Anselm is passionate about Social Cartography. He is focused on creating tools to help people understand and appreciate the world around them. He helped launch Ning and led the engineering of Platial. Currently he is the co-chair of WhereCamp, volunteered a tiny bit on Calagator, as well as co-founding the MakerLab, a project incubator based in Portland, Oregon.
Within the Makerlab, the current project he is working on is the ImageWiki. With an ImageWiki a person can point their phone at an image of anything and have it find similar images and comments that other people have submitted on that image.
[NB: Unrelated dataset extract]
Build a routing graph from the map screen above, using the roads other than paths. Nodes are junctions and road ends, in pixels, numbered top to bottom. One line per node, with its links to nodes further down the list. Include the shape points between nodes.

One can take a picture of a favorite bar, or of a beer label or of a music album and see what people think about that thing, or even see if friends nearby have commented on the same thing.
Description :
Our civilization is on the verge of a technological breakthrough that will allow for image based search. Soon you'll be able to take a picture with your camera phone, send it to a computer and then have it tell you more about that thing you photographed. My talk stems from reflections and concerns about the implications of this critical juncture of technology.
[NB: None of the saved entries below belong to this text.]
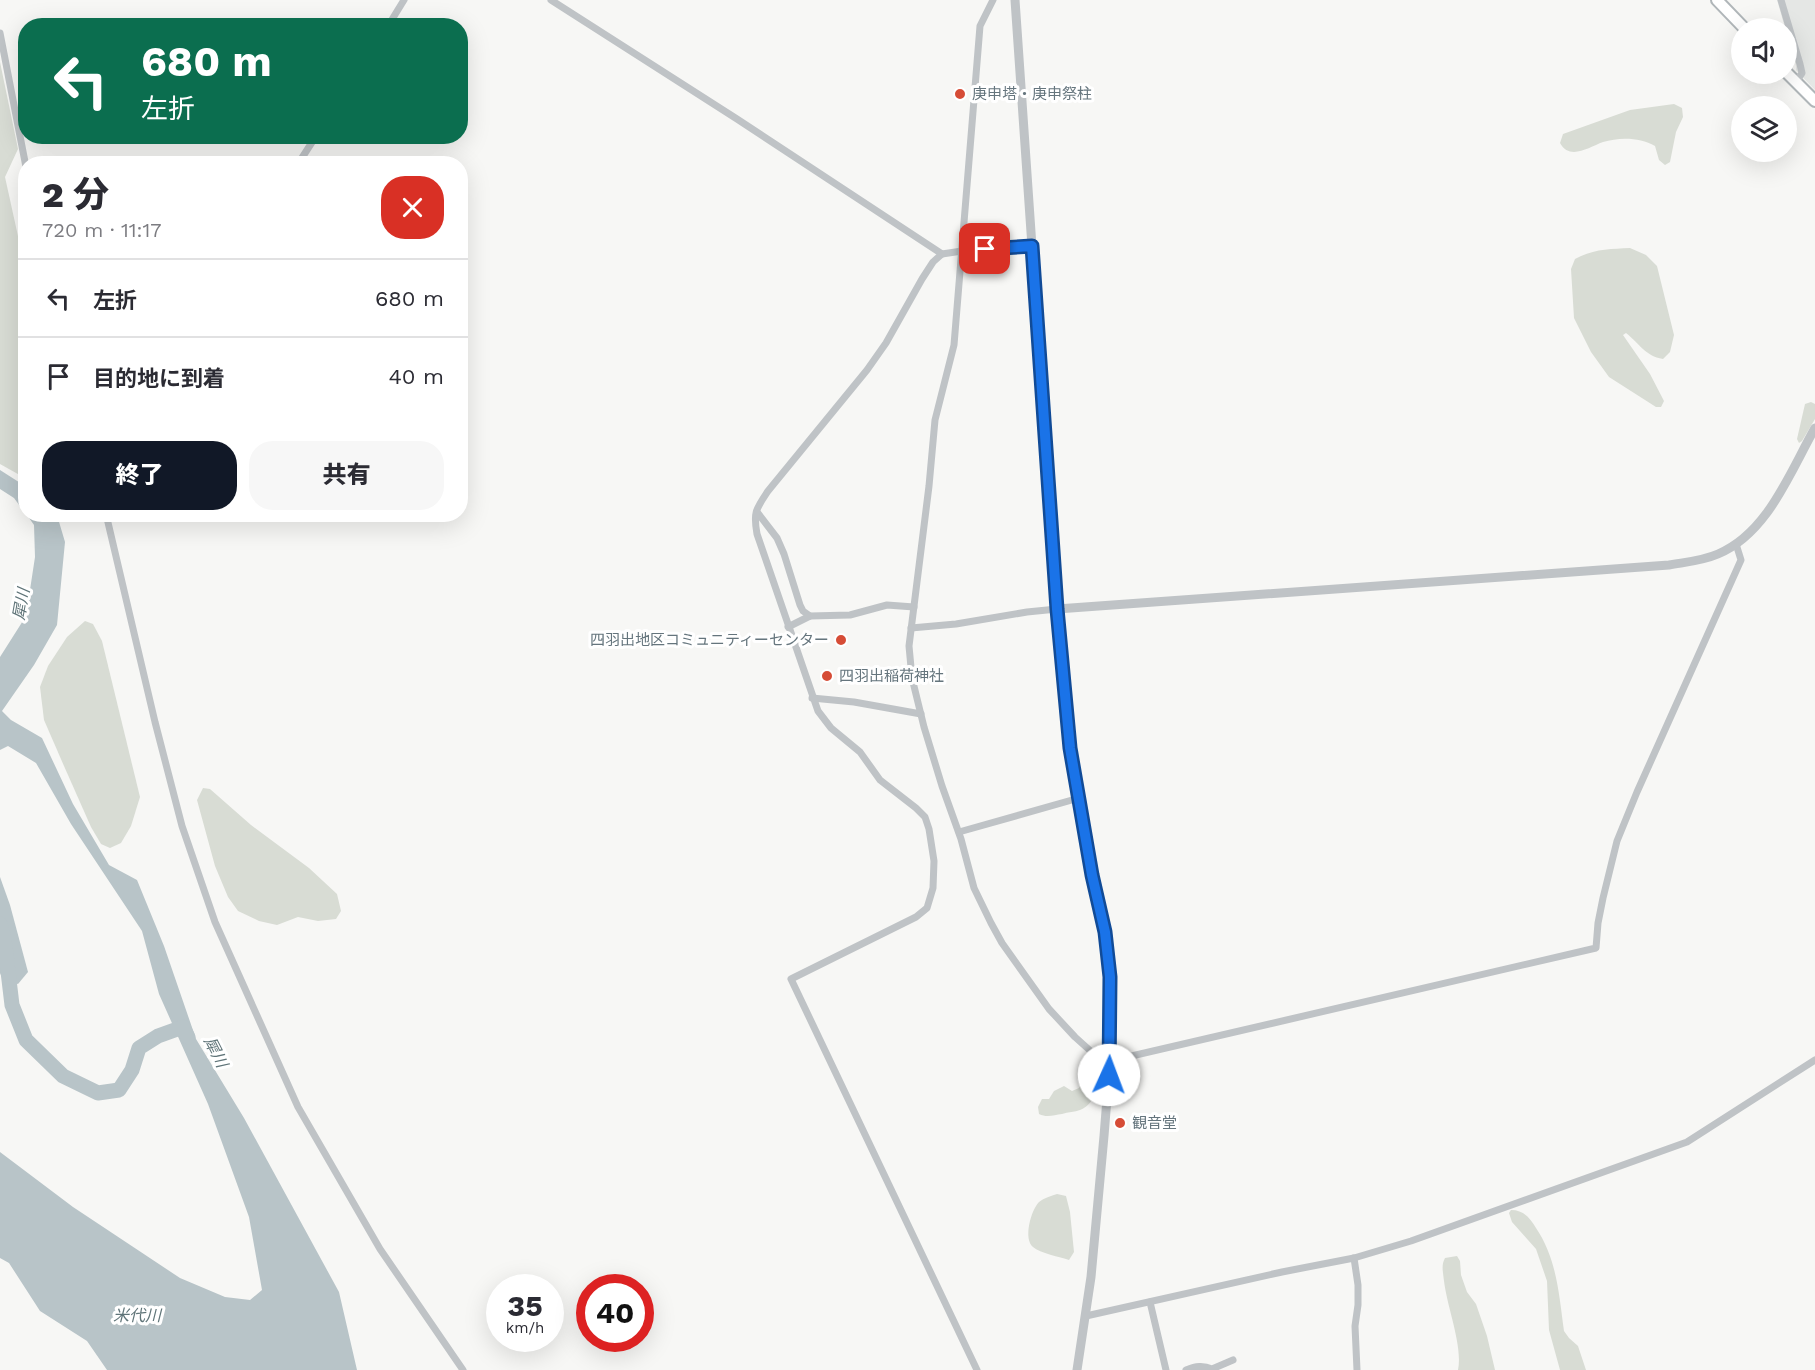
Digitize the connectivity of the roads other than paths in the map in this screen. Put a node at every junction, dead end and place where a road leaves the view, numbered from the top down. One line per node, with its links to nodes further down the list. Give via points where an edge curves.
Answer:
1 (404, 0): 7 (street)
2 (551, 0): 18 (street)
3 (993, 0): 17 (street, via 980,26)
4 (1015, 0): 16 (street)
5 (1717, 0): 8 (main road)
6 (1780, 0): 9 (street)
7 (393, 18)
8 (1734, 18)
9 (1786, 18)
10 (0, 33): 15 (street)
11 (1797, 54): 12 (street, via 1802,73)
12 (1797, 80)
13 (1797, 83): 14 (main road)
14 (1815, 100)
15 (18, 126)
16 (1032, 246): 17 (street); 24 (street)
17 (962, 251): 18 (street); 23 (street, via 954,345 935,420)
18 (942, 254): 20 (street, via 921,279 867,370 768,491)
19 (1815, 428): 22 (street, via 1762,520)
20 (756, 512): 25 (street, via 777,538 800,605); 26 (street, via 758,534)
21 (108, 522): 38 (street, via 154,722 215,922 298,1107 380,1249)
22 (1736, 544): 24 (street, via 1697,561 1669,565); 32 (street, via 1741,560 1617,841 1599,915 1596,948)
23 (914, 607): 25 (street, via 887,605 850,615); 27 (street)
24 (1057, 609): 27 (street); 30 (street, via 1070,748)
25 (810, 616): 26 (street)
26 (788, 627): 28 (street)
27 (911, 628): 29 (street, via 912,678)
28 (812, 698): 29 (street); 39 (street, via 821,716 860,752 880,780 925,817 934,861 933,888 927,908 916,917 791,979)
29 (921, 714): 31 (street)
30 (1079, 798): 31 (street); 32 (street, via 1105,932 1110,977)
31 (959, 832): 32 (street, via 974,888 1002,943 1049,1009 1095,1055)
32 (1110, 1060): 36 (street)
33 (1815, 1060): 34 (street, via 1687,1142)
34 (1354, 1258): 35 (street); 43 (street, via 1358,1285)
35 (1150, 1302): 36 (street); 41 (street)
36 (1086, 1316): 40 (street)
37 (1233, 1360): 42 (street, via 1212,1370 1206,1366)
38 (463, 1370)
39 (977, 1370)
40 (1077, 1370)
41 (1166, 1370)
42 (1186, 1370)
43 (1357, 1370)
We live in an image saturated world. Images straddle barriers of language and culture. Corporations work hard to create a brand association between certain images and their products. Photographers and artists often go out of their way to protect an ownership over their images. Certain images have a strong cultural value for one community and a totally different value for another community. Some images are taboo and other images are enshrined. Computers are going to start to allow our thoughts about images to begin to leak across normally disconnected boundaries.
Search providers great and small are gearing up rapidly to service this emerging potential for visual search as a new market. But who gets to dictate what information is returned on a visual search of a Coke can? How about a visual search of a childs' drawing of a Coke can? How do we crowd-source trustworthy statements about the things we see? What are the Patent issues of various image recognition approaches such as SIFT? What are the implications for Trademark owners? How about for stock photographers and flickr enthusiasts? Will there need to be a Creative Commons license to cover this? If we think of images as a new kind of hyperlink then does visual search then become a valid "resolving opportunity" like DNS? Copyright has not even begun to touch this space.
Some of these questions are rhetorical but we believe that these issues and more are pushing us towards a need to define an Image Commons.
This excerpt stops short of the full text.